A two-year struggle in the guardianship system ensued. Terri filed the court petition, while Helen countered with her own petition. A judge ordered a trial and appointed a temporary professional guardian. As this was happening, Terri’s father continued to live with Helen, who was continuing to spend his money.

Terri couldn’t even talk to her father on the phone, let alone take him out for dinner. The guardian set a schedule for telephone calls between father and daughter, and when Terri sought permission to take her father to a restaurant, the guardian and lawyers on both sides negotiated the terms, racking up $2,500 in fees! “I was treated like a criminal for wanting to take my dad out for dinner,” Terri said in an interview. The outing never occurred.

In another guardianship situation, in New York City, Errol Rappaport, 74, has been kept from seeing his 100-year-old mother after disputes with his siblings ended with a legal guardian being appointed for his mother by the court. Errol incurred thousands of dollars in unnecessary bills and legal fees just to spend a short visit of 2 hours or less with his mother, granted that he notifies her legal guardian by email at least 48 hours in advance.

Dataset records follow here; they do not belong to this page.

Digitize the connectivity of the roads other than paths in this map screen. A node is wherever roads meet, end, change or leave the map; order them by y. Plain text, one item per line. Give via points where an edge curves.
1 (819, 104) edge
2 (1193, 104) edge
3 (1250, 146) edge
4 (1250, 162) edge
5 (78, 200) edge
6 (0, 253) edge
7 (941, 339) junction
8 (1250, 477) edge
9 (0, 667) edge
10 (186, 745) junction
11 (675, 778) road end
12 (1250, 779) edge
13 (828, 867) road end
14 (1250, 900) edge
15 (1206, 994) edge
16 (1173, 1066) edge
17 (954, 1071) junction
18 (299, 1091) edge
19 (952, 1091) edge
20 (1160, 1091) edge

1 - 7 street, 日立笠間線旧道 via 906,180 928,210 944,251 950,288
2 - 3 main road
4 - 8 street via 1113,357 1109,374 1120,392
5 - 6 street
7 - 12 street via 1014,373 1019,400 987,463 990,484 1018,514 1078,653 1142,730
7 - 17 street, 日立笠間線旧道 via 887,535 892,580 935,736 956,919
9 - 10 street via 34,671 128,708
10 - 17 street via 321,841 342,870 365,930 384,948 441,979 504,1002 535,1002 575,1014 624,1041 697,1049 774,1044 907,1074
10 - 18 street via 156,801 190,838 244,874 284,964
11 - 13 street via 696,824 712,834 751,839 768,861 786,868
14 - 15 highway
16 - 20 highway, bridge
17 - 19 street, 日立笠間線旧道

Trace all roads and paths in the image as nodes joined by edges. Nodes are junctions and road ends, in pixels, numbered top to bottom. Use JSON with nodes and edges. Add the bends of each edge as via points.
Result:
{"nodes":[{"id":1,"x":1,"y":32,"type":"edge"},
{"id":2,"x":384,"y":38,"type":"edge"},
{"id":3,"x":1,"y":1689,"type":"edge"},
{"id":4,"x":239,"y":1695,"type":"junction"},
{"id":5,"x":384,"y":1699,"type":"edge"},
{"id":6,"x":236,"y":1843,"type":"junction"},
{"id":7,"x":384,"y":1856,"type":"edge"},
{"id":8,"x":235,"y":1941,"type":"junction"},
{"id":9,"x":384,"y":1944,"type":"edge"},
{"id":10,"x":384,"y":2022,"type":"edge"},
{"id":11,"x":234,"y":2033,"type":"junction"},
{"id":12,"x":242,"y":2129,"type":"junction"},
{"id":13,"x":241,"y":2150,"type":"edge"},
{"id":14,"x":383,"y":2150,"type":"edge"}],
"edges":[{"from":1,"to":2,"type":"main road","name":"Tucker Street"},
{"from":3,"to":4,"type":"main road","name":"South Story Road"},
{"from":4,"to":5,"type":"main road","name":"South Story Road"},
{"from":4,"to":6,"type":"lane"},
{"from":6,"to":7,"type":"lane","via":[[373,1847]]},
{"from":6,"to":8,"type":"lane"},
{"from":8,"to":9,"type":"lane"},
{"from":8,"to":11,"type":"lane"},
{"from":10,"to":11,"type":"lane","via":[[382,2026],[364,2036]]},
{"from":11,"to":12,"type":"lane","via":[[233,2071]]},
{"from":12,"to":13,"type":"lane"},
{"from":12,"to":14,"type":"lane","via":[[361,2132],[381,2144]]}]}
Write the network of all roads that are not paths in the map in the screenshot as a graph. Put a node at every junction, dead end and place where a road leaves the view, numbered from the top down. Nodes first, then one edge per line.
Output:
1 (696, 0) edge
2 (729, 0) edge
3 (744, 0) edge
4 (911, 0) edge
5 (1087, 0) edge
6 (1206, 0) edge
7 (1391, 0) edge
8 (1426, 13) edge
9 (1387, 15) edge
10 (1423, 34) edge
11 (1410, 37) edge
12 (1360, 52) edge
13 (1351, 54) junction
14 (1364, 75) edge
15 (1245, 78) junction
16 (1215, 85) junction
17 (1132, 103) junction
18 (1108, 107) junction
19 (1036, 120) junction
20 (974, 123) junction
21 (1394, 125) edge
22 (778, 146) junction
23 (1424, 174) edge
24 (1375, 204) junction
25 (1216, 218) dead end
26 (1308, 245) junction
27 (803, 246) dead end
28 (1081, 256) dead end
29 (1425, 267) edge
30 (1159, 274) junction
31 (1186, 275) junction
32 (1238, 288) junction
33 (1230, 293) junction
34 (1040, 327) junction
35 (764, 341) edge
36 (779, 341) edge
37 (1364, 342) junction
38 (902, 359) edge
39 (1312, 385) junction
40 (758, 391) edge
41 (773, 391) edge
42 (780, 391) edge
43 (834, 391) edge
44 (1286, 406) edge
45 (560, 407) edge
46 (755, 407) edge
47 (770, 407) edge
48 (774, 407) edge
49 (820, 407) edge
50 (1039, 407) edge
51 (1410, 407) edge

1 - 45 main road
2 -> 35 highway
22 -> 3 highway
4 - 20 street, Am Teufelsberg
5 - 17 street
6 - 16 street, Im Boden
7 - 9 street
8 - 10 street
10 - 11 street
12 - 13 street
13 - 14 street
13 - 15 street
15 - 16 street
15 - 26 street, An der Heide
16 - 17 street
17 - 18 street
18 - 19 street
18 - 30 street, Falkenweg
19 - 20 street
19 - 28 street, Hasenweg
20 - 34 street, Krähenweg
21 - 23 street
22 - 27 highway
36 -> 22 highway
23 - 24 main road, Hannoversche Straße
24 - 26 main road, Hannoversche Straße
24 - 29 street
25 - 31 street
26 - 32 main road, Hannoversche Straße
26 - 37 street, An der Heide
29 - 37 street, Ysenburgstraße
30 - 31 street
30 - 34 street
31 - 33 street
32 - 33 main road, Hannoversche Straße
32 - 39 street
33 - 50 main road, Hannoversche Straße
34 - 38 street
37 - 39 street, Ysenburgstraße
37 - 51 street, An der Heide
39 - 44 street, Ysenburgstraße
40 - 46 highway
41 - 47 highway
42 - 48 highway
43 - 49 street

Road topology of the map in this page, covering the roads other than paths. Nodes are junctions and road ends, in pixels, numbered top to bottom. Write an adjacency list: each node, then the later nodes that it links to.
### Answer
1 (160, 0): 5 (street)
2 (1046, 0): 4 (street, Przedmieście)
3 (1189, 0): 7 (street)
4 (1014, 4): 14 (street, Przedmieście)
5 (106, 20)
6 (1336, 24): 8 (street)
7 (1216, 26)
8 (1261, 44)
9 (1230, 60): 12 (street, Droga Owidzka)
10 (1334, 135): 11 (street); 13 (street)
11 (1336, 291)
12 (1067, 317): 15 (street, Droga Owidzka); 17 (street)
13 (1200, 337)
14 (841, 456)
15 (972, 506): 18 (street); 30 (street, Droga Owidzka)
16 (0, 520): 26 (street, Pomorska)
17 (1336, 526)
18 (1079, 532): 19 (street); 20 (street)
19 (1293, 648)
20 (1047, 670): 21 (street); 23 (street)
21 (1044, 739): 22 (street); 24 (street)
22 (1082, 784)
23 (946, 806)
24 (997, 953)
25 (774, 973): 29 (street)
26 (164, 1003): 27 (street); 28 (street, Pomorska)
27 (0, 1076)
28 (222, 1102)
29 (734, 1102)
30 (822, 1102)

Unfortunately, Terri and Errol’s experiences are far from unusual. State courts are appointing guardians to protect the vulnerable, but the U.S. General Accounting Office has identified hundreds of cases of negligence, as well as physical abuse and financial exploitation.

What is Guardianship and How Could This Happen?

Guardianship starts with a court proceeding in which a judge declares someone incompetent and gives another person the power to make personal and medical decisions for the person who has been declared incompetent. The person authorized with decision-making power is known as the guardian and the person for whom the decisions are being made is known as the ward. Guardianship over the person typically goes along with conservatorship over property, which in some states is called guardianship over property.

Guardianship and conservatorship are assigned when a person has been determined by a judge to lack the capacity to make rational and intelligent decisions in regard to his or her own medical decisions and/or finances. Usually it is a family member who petitions the court for guardianship and conservatorship, but it can also be a friend, or in some cases the County or City in which the ward resides. In some cases, as was the case with Terri and Errol in our examples, a third party may be appointed as guardian and/or conservator, particularly if no one close to the ward is deemed appropriate. Conservators are subject to the nightmare of “living probate,” meaning that, among other things, they must file annual accountings every year with the Probate Court or Commissioner of Accounts.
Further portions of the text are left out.